Here be drugs. (Credit: Wanna Thongpao/Shutterstock) Obtaining information about illegal drug use isn't a simple task. The illicit nature of the subject makes gathering information on the who and the what of drug consumption problematic. Self-reported surveys, a common tool, aren't always accurate because people aren't always honest about their drug use. But reliable information on drug use is a requisite for public health officials, and to gather the kind of detailed data necessary researchers in Norway turned to two an odd (at first glance) pairing: wastewater and cell phone usage.
Something In the Water
What we put into our bodies has to come out, and drugs like cocaine and MDMA show up clearly in urine samples and therefore sewage samples. Wastewater gives scientists a population-wide glimpse at where people are using drugs, and how much, and it isn't a new idea. It's not necessarily very accurate though, because they don't know how many people are in the area sampled at a given time.
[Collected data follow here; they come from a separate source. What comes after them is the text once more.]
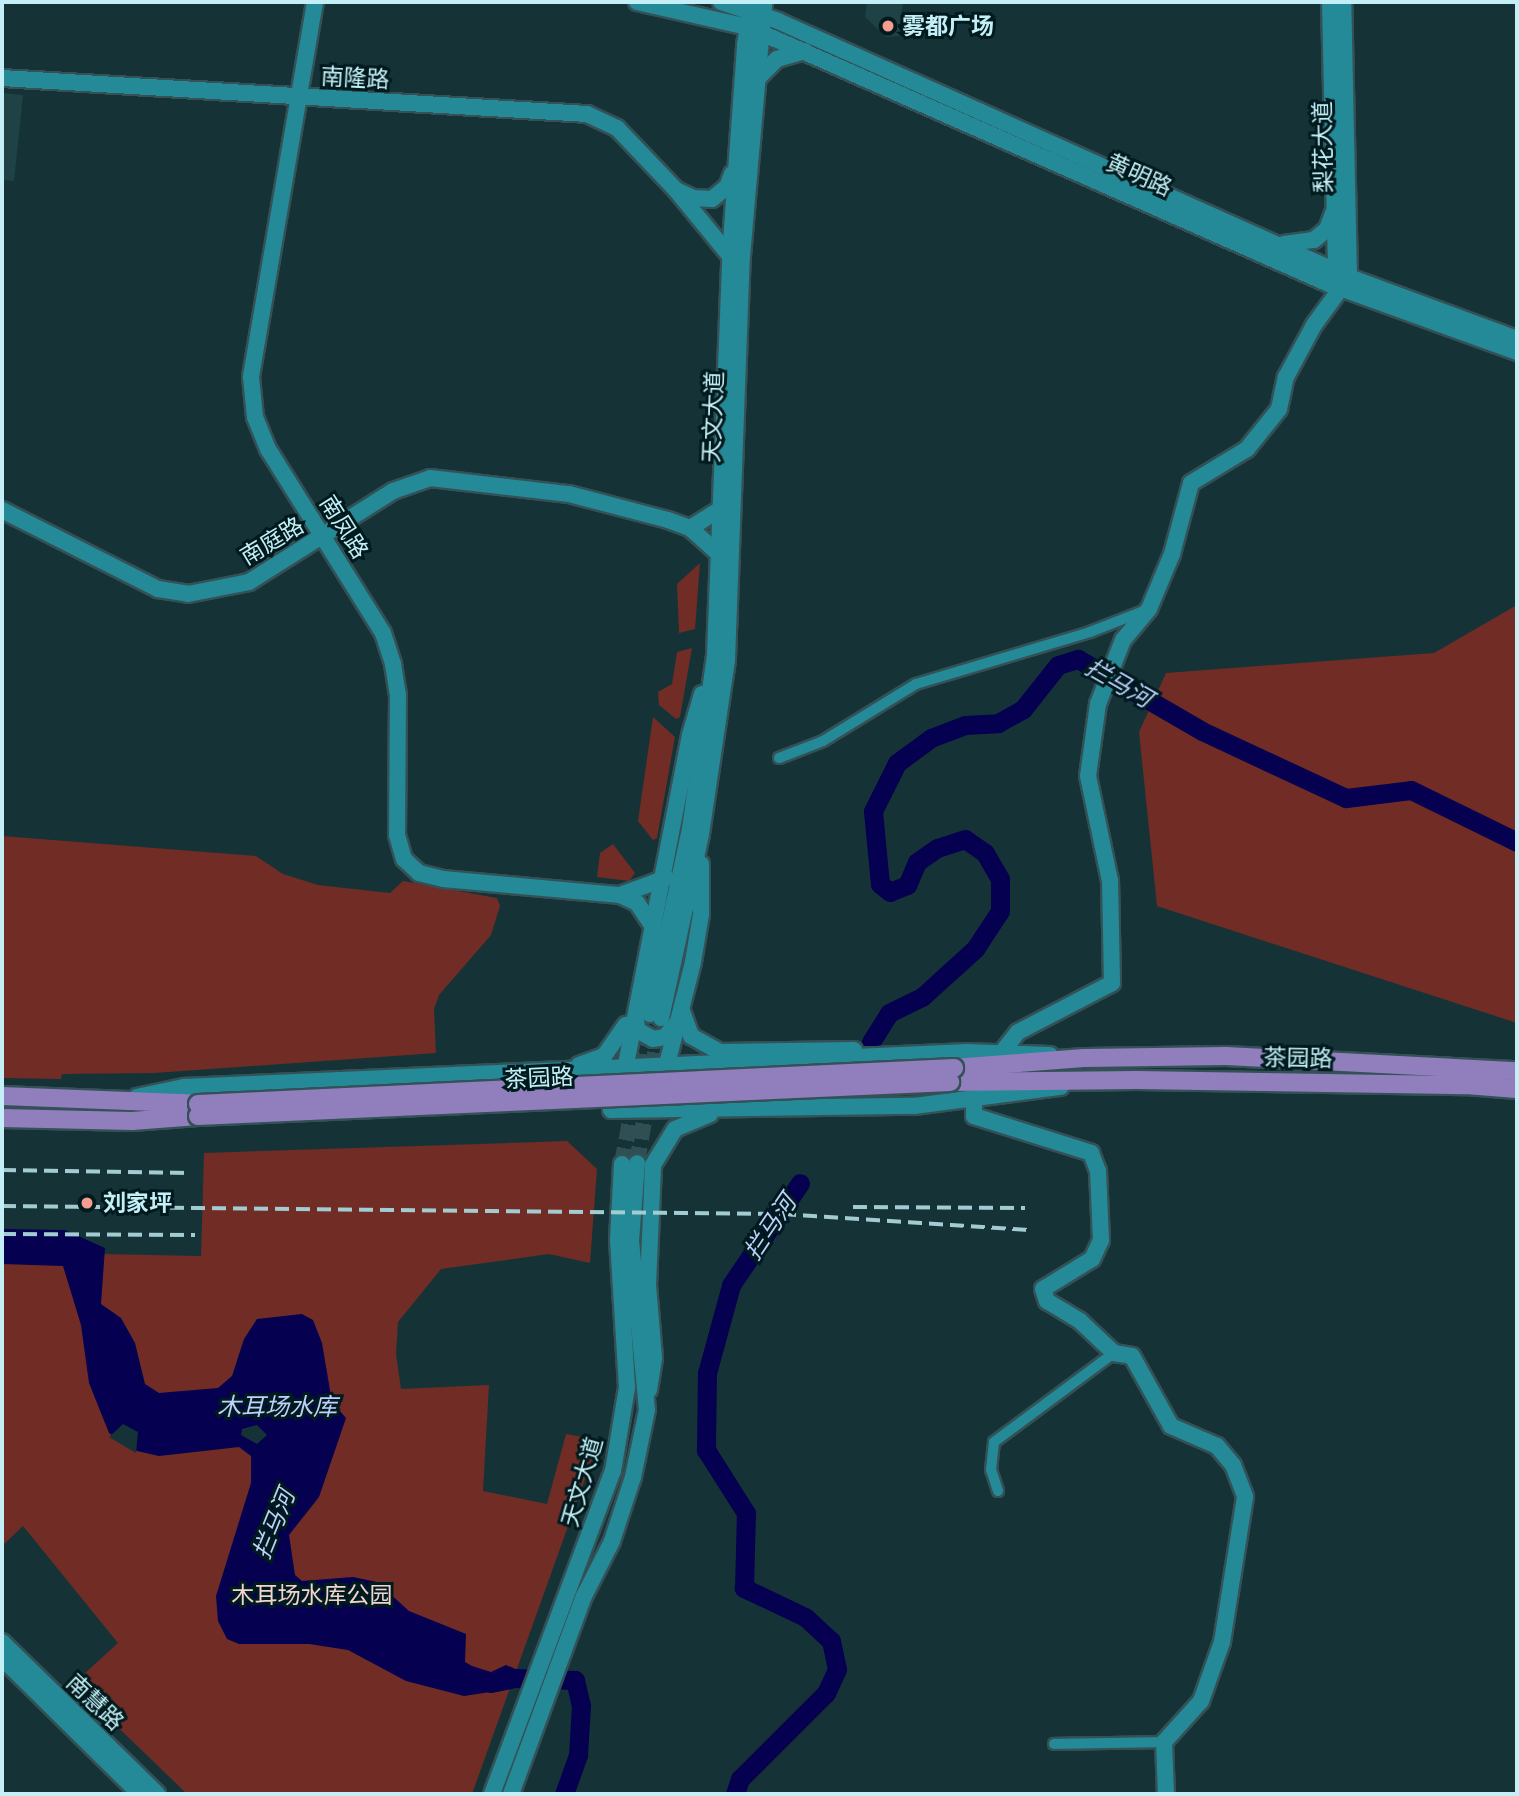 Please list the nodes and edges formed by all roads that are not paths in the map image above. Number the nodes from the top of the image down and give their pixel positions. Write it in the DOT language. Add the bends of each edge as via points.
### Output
graph roads {
  1 [pos="315,2"];
  2 [pos="637,2"];
  3 [pos="721,2"];
  4 [pos="1331,2"];
  5 [pos="1343,2"];
  6 [pos="757,16"];
  7 [pos="805,51"];
  8 [pos="759,77"];
  9 [pos="2,78"];
  10 [pos="298,98"];
  11 [pos="736,165"];
  12 [pos="676,190"];
  13 [pos="1335,207"];
  14 [pos="1273,243"];
  15 [pos="730,256"];
  16 [pos="1339,280"];
  17 [pos="1517,339"];
  18 [pos="1517,352"];
  19 [pos="720,509"];
  20 [pos="2,510"];
  21 [pos="690,528"];
  22 [pos="323,537"];
  23 [pos="718,553"];
  24 [pos="1149,609"];
  25 [pos="715,655"];
  26 [pos="779,758"];
  27 [pos="701,834"];
  28 [pos="666,878"];
  29 [pos="620,895"];
  30 [pos="654,928"];
  31 [pos="634,1007"];
  32 [pos="682,1011"];
  33 [pos="1003,1051"];
  34 [pos="910,1055"];
  35 [pos="1084,1058"];
  36 [pos="739,1065"];
  37 [pos="666,1067"];
  38 [pos="625,1068"];
  39 [pos="1517,1071"];
  40 [pos="551,1072"];
  41 [pos="952,1075"];
  42 [pos="1079,1084"];
  43 [pos="1517,1090"];
  44 [pos="2,1096"];
  45 [pos="128,1099"];
  46 [pos="974,1100"];
  47 [pos="658,1109"];
  48 [pos="737,1109"];
  49 [pos="198,1110"];
  50 [pos="611,1110"];
  51 [pos="2,1118"];
  52 [pos="1114,1353"];
  53 [pos="647,1410"];
  54 [pos="998,1491"];
  55 [pos="2,1642"];
  56 [pos="2,1658"];
  57 [pos="1164,1742"];
  58 [pos="1054,1744"];
  59 [pos="513,1789"];
  60 [pos="140,1794"];
  61 [pos="157,1794"];
  62 [pos="492,1794"];
  63 [pos="1166,1794"];
  1 -- 10 [label="street, 南凤路"];
  2 -- 6 [label="street"];
  3 -- 6 [label="street"];
  4 -- 13 [label="street, 梨花大道"];
  5 -- 16 [label="street, 梨花大道"];
  6 -- 7 [label="street, 黄明路"];
  6 -- 8 [label="street, 天文大道"];
  6 -- 11 [label="street, 天文大道"];
  6 -- 14 [label="street, 黄明路"];
  7 -- 8 [label="street" via="777,59"];
  7 -- 16 [label="street, 黄明路"];
  8 -- 27 [label="street, 天文大道" via="741,256 727,659"];
  9 -- 10 [label="street, 南隆路"];
  10 -- 12 [label="street, 南隆路" via="587,114 617,128"];
  10 -- 22 [label="street, 南凤路" via="251,377 255,417 268,449"];
  11 -- 12 [label="street" via="727,187 712,199 693,198"];
  11 -- 15 [label="street, 天文大道"];
  12 -- 15 [label="street, 南隆路"];
  13 -- 14 [label="street" via="1327,229 1314,240 1300,245"];
  13 -- 16 [label="street, 梨花大道"];
  14 -- 16 [label="street, 黄明路"];
  15 -- 19 [label="street, 天文大道"];
  16 -- 17 [label="street, 黄明路"];
  16 -- 18 [label="street, 黄明路"];
  16 -- 24 [label="street" via="1292,367 1279,409 1247,449 1191,483 1172,554"];
  19 -- 21 [label="street"];
  19 -- 23 [label="street, 天文大道"];
  20 -- 22 [label="street, 南庭路" via="158,589 188,594 249,582"];
  21 -- 22 [label="street, 南庭路" via="569,494 430,478 393,491"];
  21 -- 23 [label="street"];
  22 -- 29 [label="street, 南凤路" via="383,633 393,664 398,694 397,835 404,859 419,873 443,879"];
  23 -- 25 [label="street, 天文大道"];
  24 -- 26 [label="street" via="1090,632 916,684 823,741"];
  24 -- 33 [label="street" via="1123,640 1098,704 1088,776 1110,881 1112,983 1018,1032"];
  25 -- 27 [label="street, 天文大道" via="656,1016"];
  25 -- 28 [label="street, 天文大道" via="690,735"];
  27 -- 32 [label="street, 天文大道" via="701,914"];
  28 -- 29 [label="street"];
  28 -- 30 [label="street, 天文大道"];
  29 -- 30 [label="street" via="637,903"];
  30 -- 31 [label="street, 天文大道"];
  31 -- 32 [label="street" via="637,1030 653,1039 674,1030"];
  31 -- 38 [label="street, 天文大道"];
  31 -- 40 [label="street" via="619,1041 604,1056"];
  32 -- 34 [label="street" via="691,1036 720,1052 816,1047"];
  32 -- 37 [label="street, 天文大道"];
  33 -- 34 [label="street, 茶园路"];
  33 -- 35 [label="street, 茶园路"];
  34 -- 36 [label="street, 茶园路"];
  35 -- 39 [label="main road, 茶园路" via="1226,1056"];
  35 -- 41 [label="main road, 茶园路"];
  36 -- 37 [label="street, 茶园路"];
  36 -- 48 [label="street" via="716,1076 713,1084 719,1101"];
  37 -- 38 [label="street, 茶园路"];
  37 -- 47 [label="street, 天文大道"];
  38 -- 40 [label="street, 茶园路"];
  38 -- 50 [label="street, 天文大道"];
  40 -- 45 [label="street, 茶园路" via="184,1087"];
  41 -- 42 [label="main road, 茶园路"];
  41 -- 49 [label="main road, 茶园路, bridge"];
  42 -- 43 [label="main road, 茶园路" via="1466,1084"];
  42 -- 46 [label="street, 茶园路"];
  44 -- 45 [label="main road, 茶园路"];
  45 -- 49 [label="main road, 茶园路"];
  46 -- 48 [label="street, 茶园路" via="914,1106"];
  46 -- 52 [label="street" via="974,1116 1091,1153 1098,1171 1101,1240 1092,1259 1043,1289 1047,1301 1080,1321"];
  47 -- 48 [label="street, 茶园路"];
  47 -- 50 [label="street, 茶园路"];
  48 -- 53 [label="street, 天文大道" via="681,1125 664,1142 653,1165 648,1285 653,1358"];
  49 -- 51 [label="main road, 茶园路" via="132,1121"];
  52 -- 54 [label="street" via="994,1442 991,1470"];
  52 -- 57 [label="street" via="1132,1356 1171,1426 1217,1446 1233,1465 1245,1497 1222,1642 1201,1701"];
  53 -- 59 [label="street, 天文大道" via="617,1529 584,1597"];
  53 -- 62 [label="street, 天文大道" via="631,1241 629,1164 618,1240 627,1387 613,1471"];
  55 -- 61 [label="street, 南慧路"];
  56 -- 60 [label="street, 南慧路"];
  57 -- 58 [label="street"];
  57 -- 63 [label="street"];
}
This is where the cell phone data comes in. By tracking mobile phone usage (stripped of identifying information), researchers from the Norwegian Institute for Water Research measured how an influx of people correlated to an increase in drug usage. In a study published this week in Environmental Science and Technology, they looked at the Norwegian city of Oslo during the months of June and July last year. That period saw big swings in population as people traveled to the city over the summer, something they were able to account for using the cell phone information. They noticed that the level of prescription drug use stayed about even during this period, but the levels of cocaine jumped by a factor of 1.6 and levels of MDMA by a factor of 2.4 during the weekends as compared to the week. Normal analyses of wastewater would have shown a jump in drug use, but there would be no way to tell if it was because more people were present, or because people were using more drugs. The researchers controlled for population as a factor in their analysis, which revealed people do indeed use more drugs on the weekend — not an astounding find, but one that establishes this method as a framework for future research into drug consumption. The method doesn't come without concerns, however, as Motherboard points out. Monitoring populations to see what kinds of drugs they're using could be used to target welfare recipients and other communities, and such a plan in Australia was criticized for a lack of accuracy earlier this year. The researchers here chose not to include personal information in their study, but such data is readily available. It remains to be seen how more accurate drug surveys will affect public policy moving forward.